Уж на что Пескарь донная рыба и тот из воды выскочил:
– Кто обещал?!
– Как кто? – продолжала возмущаться Кукушка, – Ветер Сквозняк обещал, когда письмо писал и велел его вам подкинуть. Сказал, если лживое письмецо подкину – сразу главной птицей царства стану. Чего я стараться буду напрасно?!
– Ты хоть думаешь, что говоришь? – схватился за сердце премудрый Пескарь. – Обманул нас Сквозняк! Потешился над нами! Мы губы раскатали. Ветер Перемен здесь не при чём. Сквозняк сам ничего делать не умеет, не дано ему. Только мы, дурачьё, повелись, размечтались! Тьфу!
Пескарь постучал по голове плавником и исчез под корягой. Сом в свою берлогу в омут поплёлся. Щука от горя комара съела. Только Жаба всё это время дремала в своей норке под моховым покрывальцем в полном одиночестве. Не пришёл ещё её час на охоту выходить. Не любит Жаба дневного солнца вот и спит себе посыпохивает.
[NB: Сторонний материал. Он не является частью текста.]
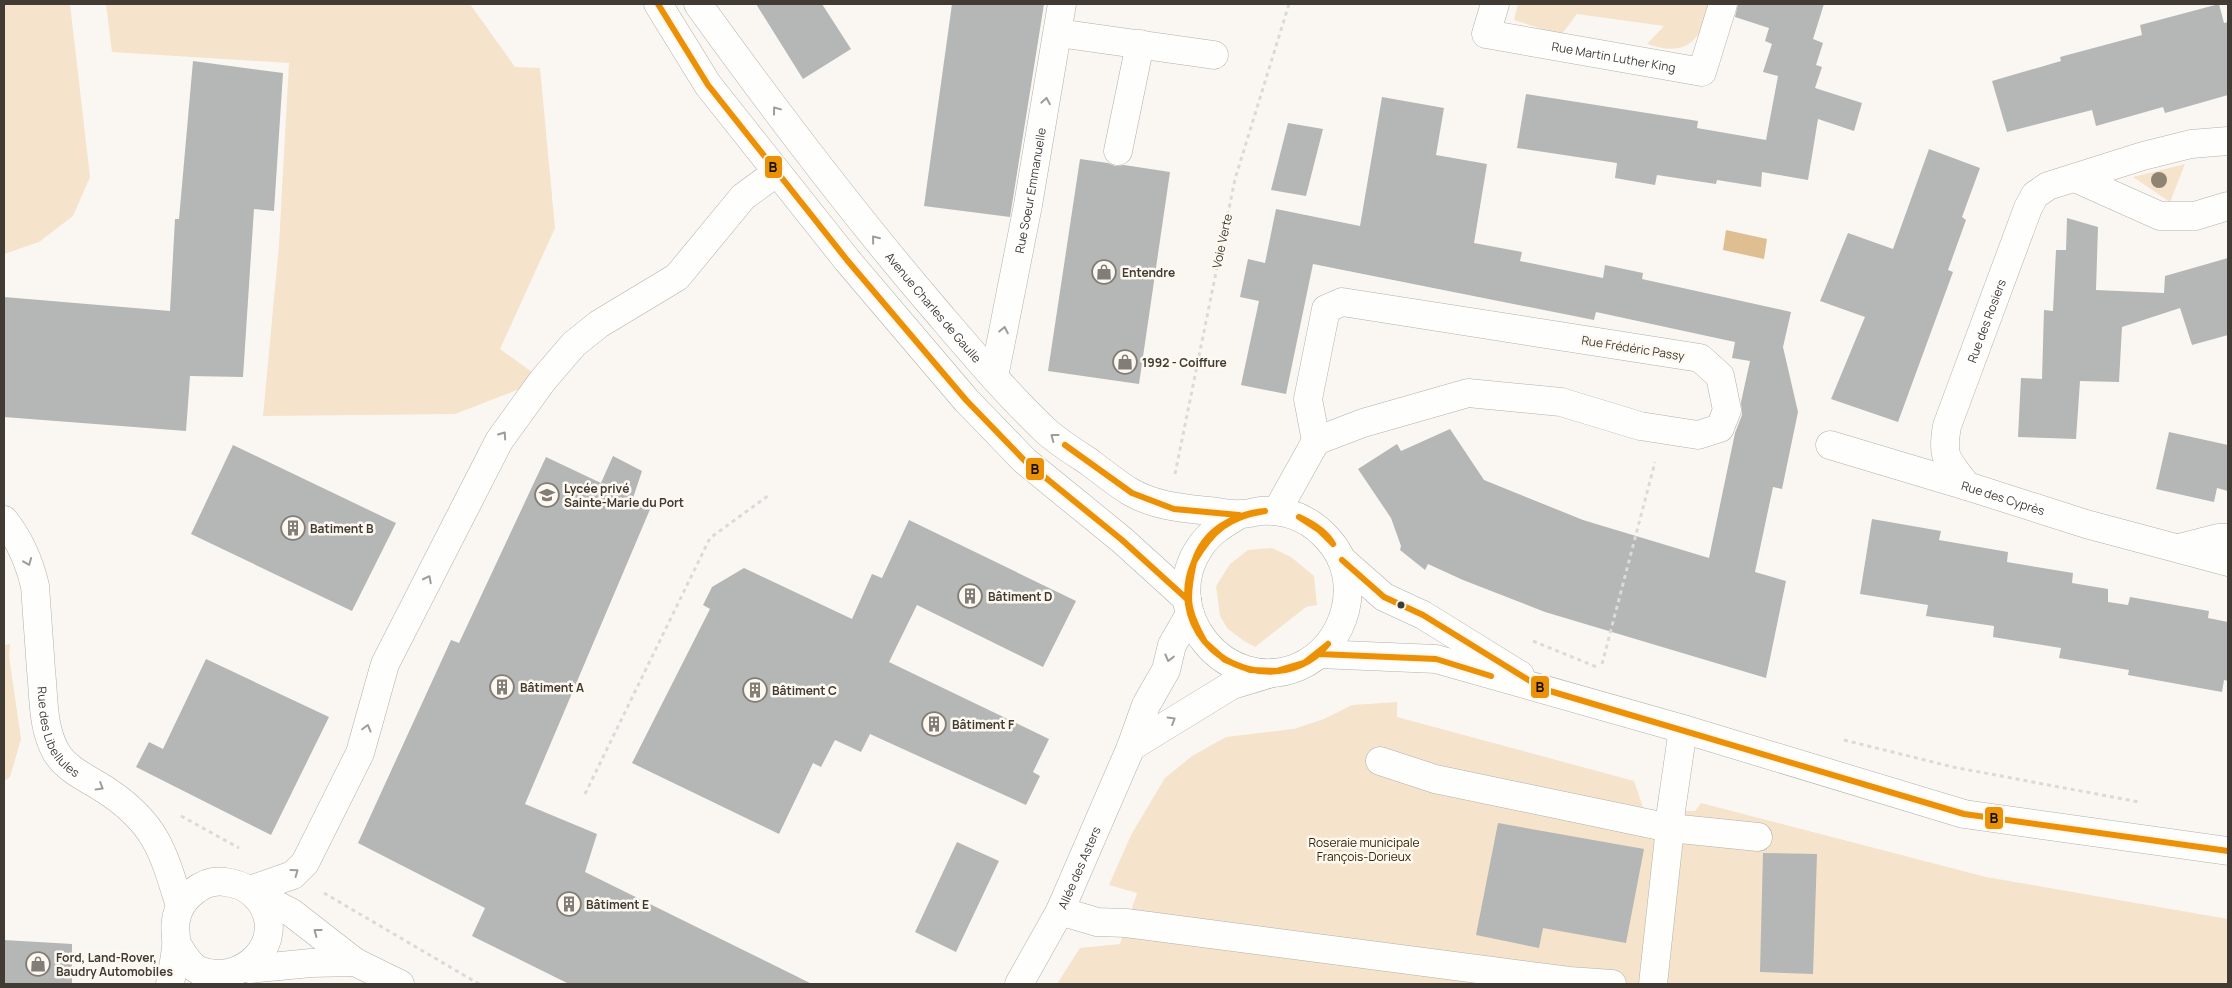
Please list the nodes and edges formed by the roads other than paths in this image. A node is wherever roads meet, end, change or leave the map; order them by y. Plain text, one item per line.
1 (658, 4) edge
2 (698, 4) edge
3 (1062, 4) edge
4 (1495, 4) edge
5 (1723, 4) edge
6 (1058, 33) junction
7 (1140, 44) junction
8 (1214, 55) dead end
9 (2228, 141) edge
10 (1118, 151) dead end
11 (777, 172) junction
12 (2075, 178) junction
13 (2228, 206) edge
14 (994, 377) junction
15 (1316, 440) junction
16 (1830, 445) dead end
17 (1967, 486) junction
18 (1277, 510) junction
19 (1239, 515) junction
20 (4, 520) edge
21 (2228, 538) edge
22 (2177, 548) junction
23 (1342, 560) junction
24 (2228, 562) edge
25 (1188, 607) junction
26 (1319, 654) junction
27 (1272, 673) junction
28 (1543, 689) junction
29 (1683, 729) junction
30 (1131, 747) junction
31 (1380, 761) dead end
32 (1670, 828) junction
33 (1758, 837) dead end
34 (2228, 851) edge
35 (253, 892) junction
36 (180, 906) junction
37 (1060, 911) junction
38 (177, 944) junction
39 (355, 962) junction
40 (236, 976) edge
41 (1504, 978) edge
42 (170, 984) edge
43 (400, 984) edge
44 (1019, 984) edge
45 (1612, 984) edge
46 (1653, 984) edge

1 - 11 street
14 -> 2 street, Avenue Charles de Gaulle
3 - 6 street, Rue Soeur Emmanuelle
4 - 5 street, Rue Martin Luther King
6 - 7 street
14 -> 6 street, Rue Soeur Emmanuelle
7 - 8 street
7 - 10 street
9 - 12 street, Rue des Rosiers
11 - 25 street
35 -> 11 street
12 - 13 street
12 - 17 street, Rue des Rosiers
19 -> 14 street, Avenue Charles de Gaulle
15 - 15 street, Rue Frédéric Passy
15 - 18 street
16 - 17 street, Rue des Cyprès
17 - 22 street, Rue des Cyprès
18 - 19 street
18 - 23 street
19 - 25 street
20 -> 36 street, Rue des Libellules
21 - 22 street, Rue des Cyprès
22 - 24 street, Rue des Cyprès
23 - 26 street
23 - 28 street
25 - 27 street
25 -> 30 street, Allée des Asters
26 - 27 street
26 - 28 street
30 -> 27 street
28 - 29 street
29 - 32 street
29 - 34 street
30 - 37 street, Allée des Asters
31 - 32 street
32 - 33 street
32 - 46 street
35 - 36 street
39 -> 35 street
35 - 40 street
36 - 38 street
37 - 41 street
37 - 44 street, Allée des Asters
38 - 40 street
38 - 42 street
39 - 40 street
39 - 43 street
41 - 45 street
Долго ещё над озерцом раздавался смех Сквозняка и всхлипы Кукушки. Она хоть и не глупая птица, а самая последняя поняла, как над ними всеми противный Сквозняк посмеялся. Уж больно ей хотелось главной птицей царства стать. Плакала, плакала, а потом полетела и Ветру Перемен пожаловалась.
– Ах, проказник! – возмутился Ветер Перемен – Это он что же, себе на потеху всё озеро перебаламутил? Да ещё моё честное имя своим враньём осрамил…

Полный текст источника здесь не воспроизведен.